§ Stored data entries:
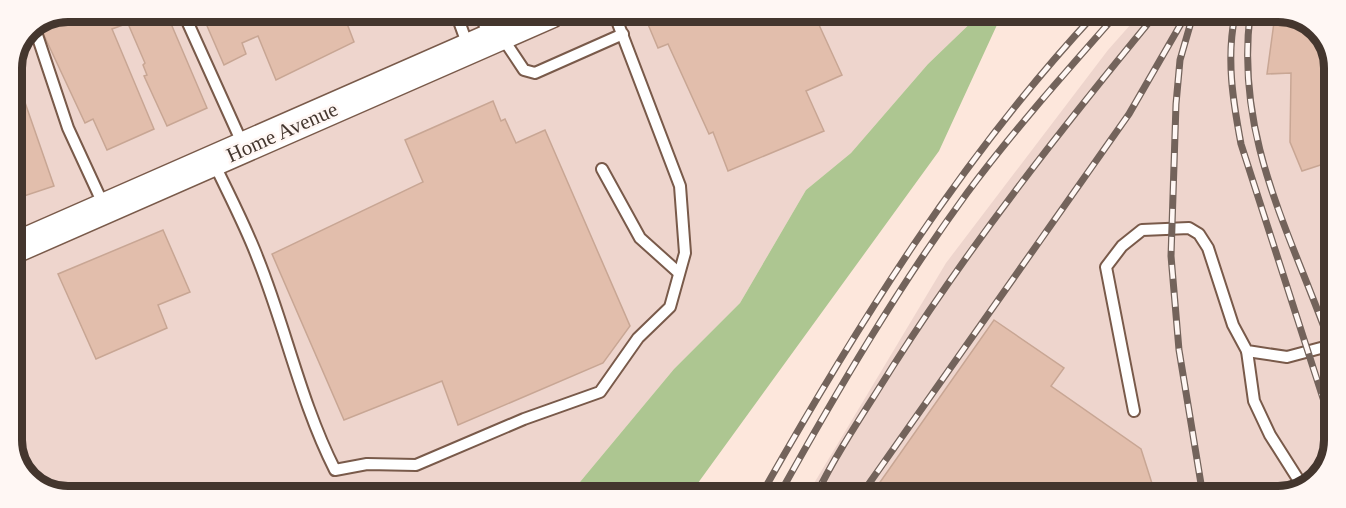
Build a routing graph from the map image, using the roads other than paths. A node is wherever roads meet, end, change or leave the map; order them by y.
1 (188, 23) edge
2 (469, 23) edge
3 (520, 23) edge
4 (618, 23) edge
5 (622, 34) junction
6 (37, 35) edge
7 (485, 35) edge
8 (245, 148) junction
9 (213, 162) junction
10 (602, 169) dead end
11 (105, 209) junction
12 (23, 244) edge
13 (679, 273) junction
14 (1324, 347) edge
15 (1247, 351) junction
16 (1134, 411) dead end
17 (1298, 481) edge

1 - 8 lane
2 - 7 lane
3 - 7 street, Home Avenue
4 - 5 lane
5 - 7 lane
5 - 13 lane
6 - 11 lane
7 - 8 street, Home Avenue
8 - 9 street, Home Avenue
9 - 11 street, Home Avenue
9 - 13 lane
10 - 13 lane
11 - 12 street, Home Avenue
14 - 15 lane
15 - 16 lane
15 - 17 lane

§ WHAT YOU WILL DO: Exactly reproduce each record, leaving out any pictures.

§ ANSWER SPACE:
Build a routing graph from the map image, using the roads other than paths. A node is wherever roads meet, end, change or leave the map; order them by y.
1 (188, 23) edge
2 (469, 23) edge
3 (520, 23) edge
4 (618, 23) edge
5 (622, 34) junction
6 (37, 35) edge
7 (485, 35) edge
8 (245, 148) junction
9 (213, 162) junction
10 (602, 169) dead end
11 (105, 209) junction
12 (23, 244) edge
13 (679, 273) junction
14 (1324, 347) edge
15 (1247, 351) junction
16 (1134, 411) dead end
17 (1298, 481) edge

1 - 8 lane
2 - 7 lane
3 - 7 street, Home Avenue
4 - 5 lane
5 - 7 lane
5 - 13 lane
6 - 11 lane
7 - 8 street, Home Avenue
8 - 9 street, Home Avenue
9 - 11 street, Home Avenue
9 - 13 lane
10 - 13 lane
11 - 12 street, Home Avenue
14 - 15 lane
15 - 16 lane
15 - 17 lane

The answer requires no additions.